Brimming with confidence, she went downstairs to breakfast.
Her husband, sitting at the table with a bowl of cereal, looked surprised. ‘I didn’t know you were off somewhere today.’
She turned from spooning coffee into a cafetière to look at him with a frown. ‘I’m not, Charles. I don’t know what you mean.’
‘You don’t usually treat the locals to designer stuff. The only time I ever see you wearing it is when you want to impress your friends in Glasgow.’
Philippa had naturally high colour and her cheeks flared in rivalry with her sweater. ‘That’s a silly and spiteful remark. I have to look after my clothes because as you don’t hesitate to tell me, we’re not made of money.’ She left the words, ‘And whose fault is that?’ hanging in the air.
It was a pity if Charles was in one of his spiky, sarcastic moods. Since he never listened to local gossip she’d managed to put off telling him what was happening, but soon he was bound to find out and she’d decided it would be wise to break it to him before he found out.
‘Actually, today I’m making an effort because we’re planning the Year of Homecoming party.’ She said it casually, apparently concentrating on pouring the water over the coffee grounds.
It was Charles Lindsay’s habit to ignore his wife’s activities as far as possible, more or less in self-defence, but this was going too far. ‘I told you before, Philippa – no! I thought you’d dropped it.’

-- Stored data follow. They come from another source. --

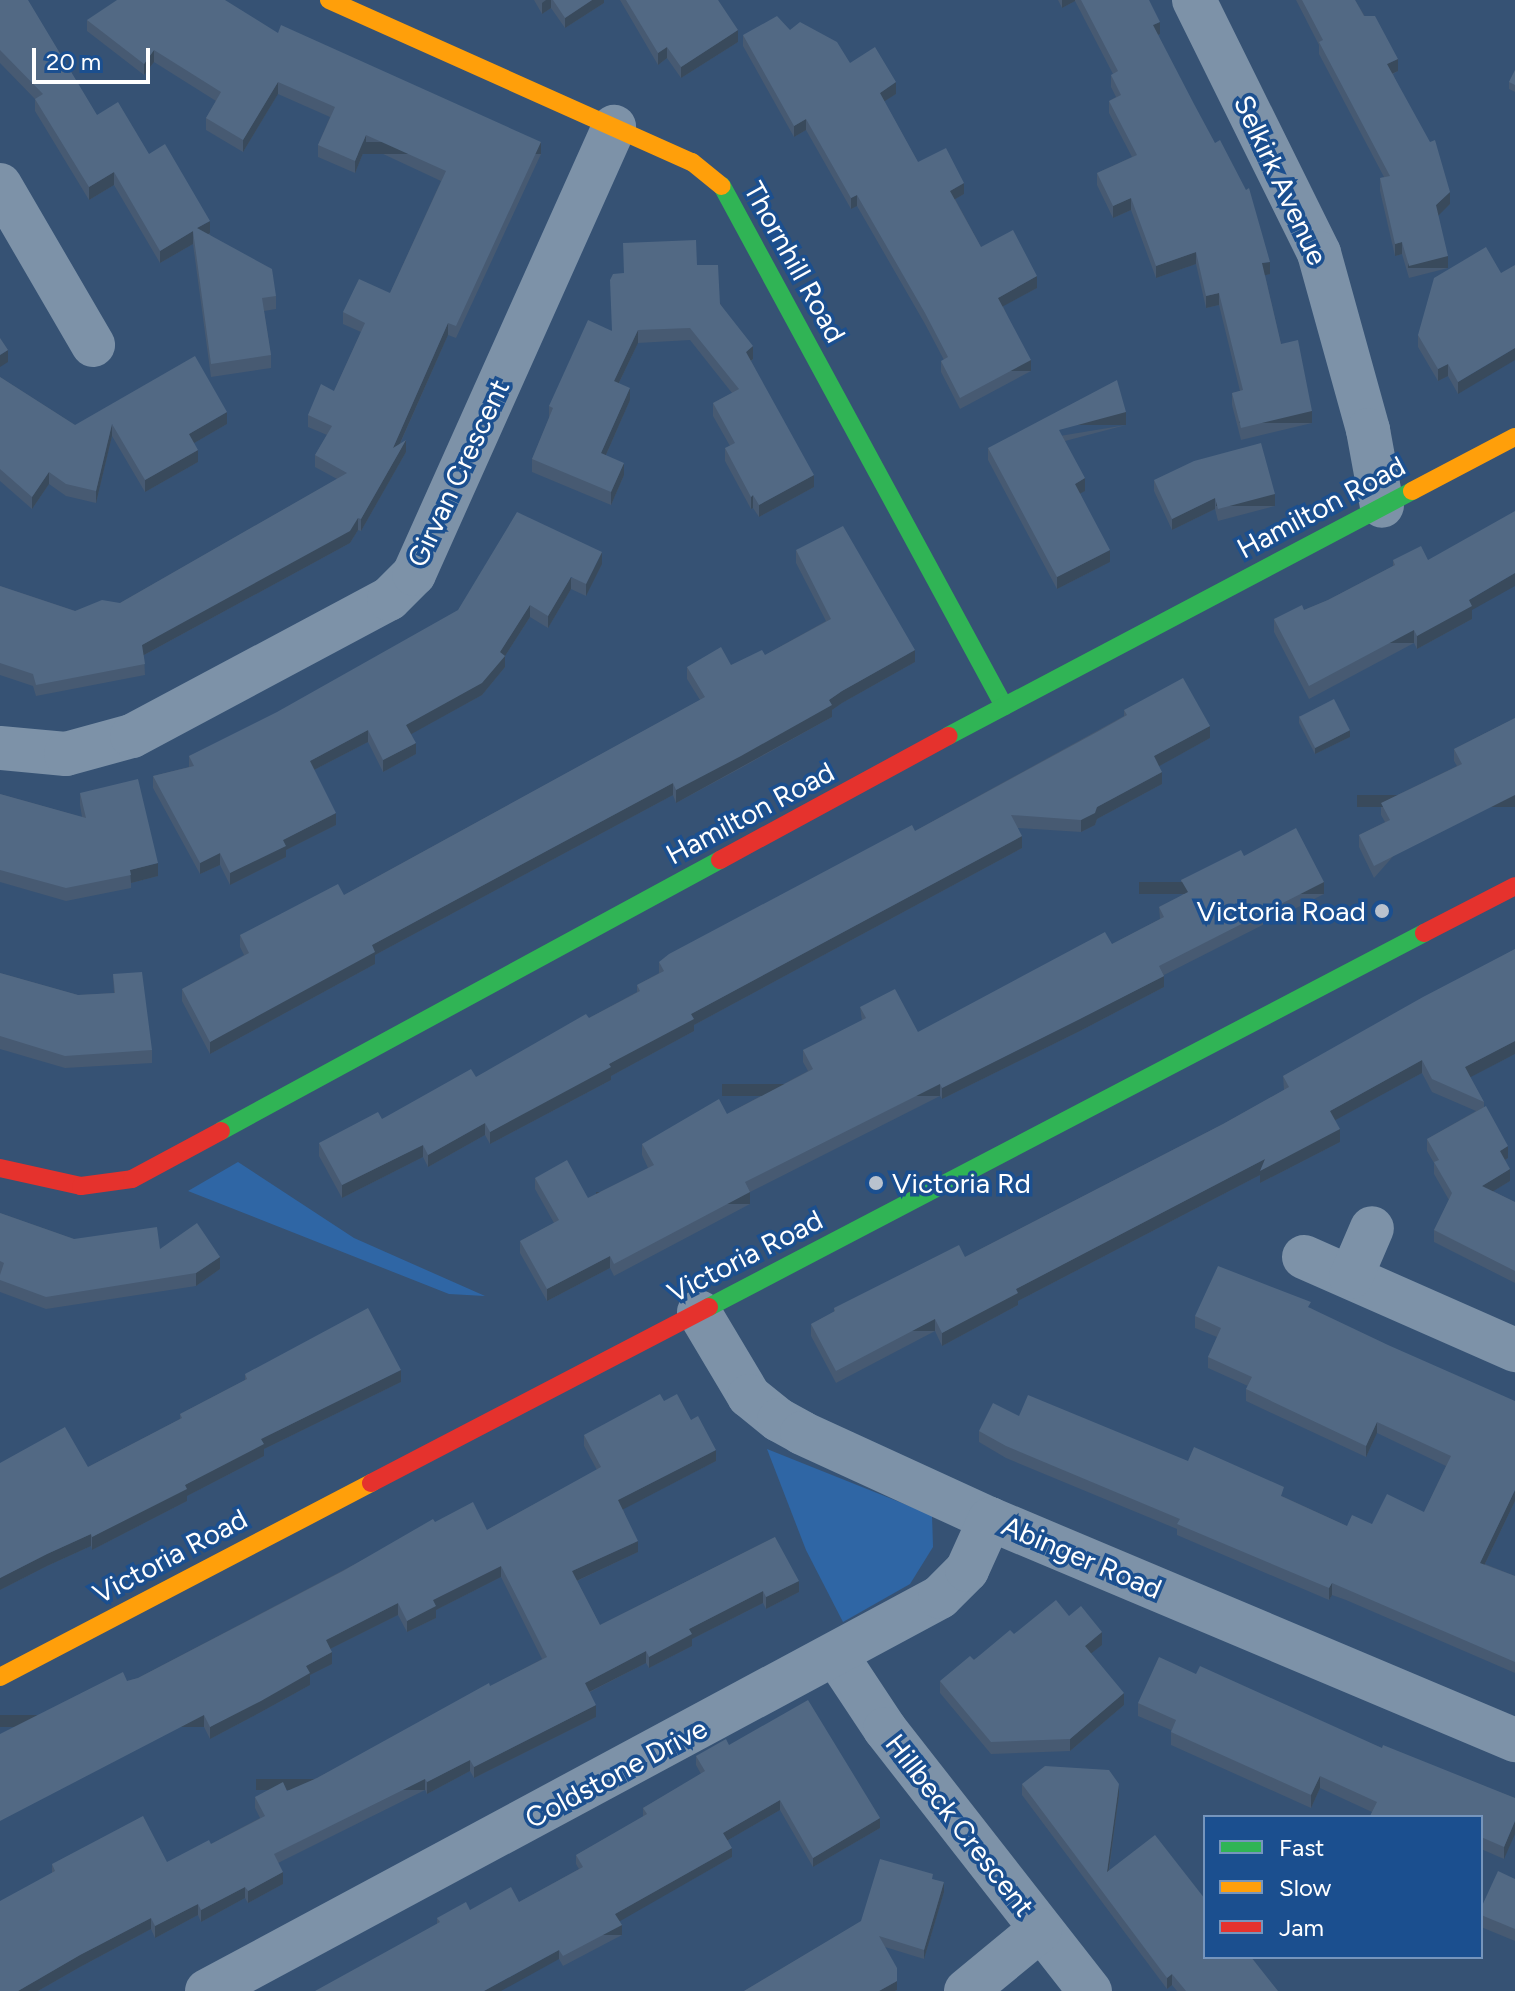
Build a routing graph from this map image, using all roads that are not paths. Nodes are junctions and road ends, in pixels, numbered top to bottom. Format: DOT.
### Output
graph roads {
  1 [pos="329,0"];
  2 [pos="1194,0"];
  3 [pos="614,127"];
  4 [pos="0,185"];
  5 [pos="94,345"];
  6 [pos="1515,437"];
  7 [pos="1382,506"];
  8 [pos="1004,706"];
  9 [pos="0,748"];
  10 [pos="1515,886"];
  11 [pos="0,1168"];
  12 [pos="1372,1228"];
  13 [pos="1304,1257"];
  14 [pos="1351,1277"];
  15 [pos="699,1312"];
  16 [pos="1515,1350"];
  17 [pos="990,1519"];
  18 [pos="836,1655"];
  19 [pos="0,1677"];
  20 [pos="1515,1740"];
  21 [pos="1040,1930"];
  22 [pos="207,1991"];
  23 [pos="966,1991"];
  24 [pos="1090,1991"];
  1 -- 3 [label="street, Thornhill Road"];
  2 -- 7 [label="street, Selkirk Avenue"];
  3 -- 8 [label="street, Thornhill Road"];
  3 -- 9 [label="street, Girvan Crescent"];
  4 -- 5 [label="street"];
  6 -- 7 [label="street, Hamilton Road"];
  7 -- 8 [label="street, Hamilton Road"];
  8 -- 11 [label="street, Hamilton Road"];
  10 -- 15 [label="street, Victoria Road"];
  12 -- 14 [label="street"];
  13 -- 14 [label="street"];
  14 -- 16 [label="street"];
  15 -- 17 [label="street, Abinger Road"];
  15 -- 19 [label="street, Victoria Road"];
  17 -- 18 [label="street, Coldstone Drive"];
  17 -- 20 [label="street, Abinger Road"];
  18 -- 21 [label="street, Hillbeck Crescent"];
  18 -- 22 [label="street, Coldstone Drive"];
  21 -- 23 [label="street"];
  21 -- 24 [label="street, Hillbeck Crescent"];
}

She threw him a glance over her shoulder as she pressed down the plunger of the cafetière. ‘There’s no point in saying no. It’s too late. I sent the flyer round ages ago, and there’s been a good response. I’ve invited everyone to hold it here.’
Charles choked on his cereal. ‘You’ve … what?’ he spluttered.
Philippa gave him a small, triumphant smile. ‘I told you that was what I was going to do.’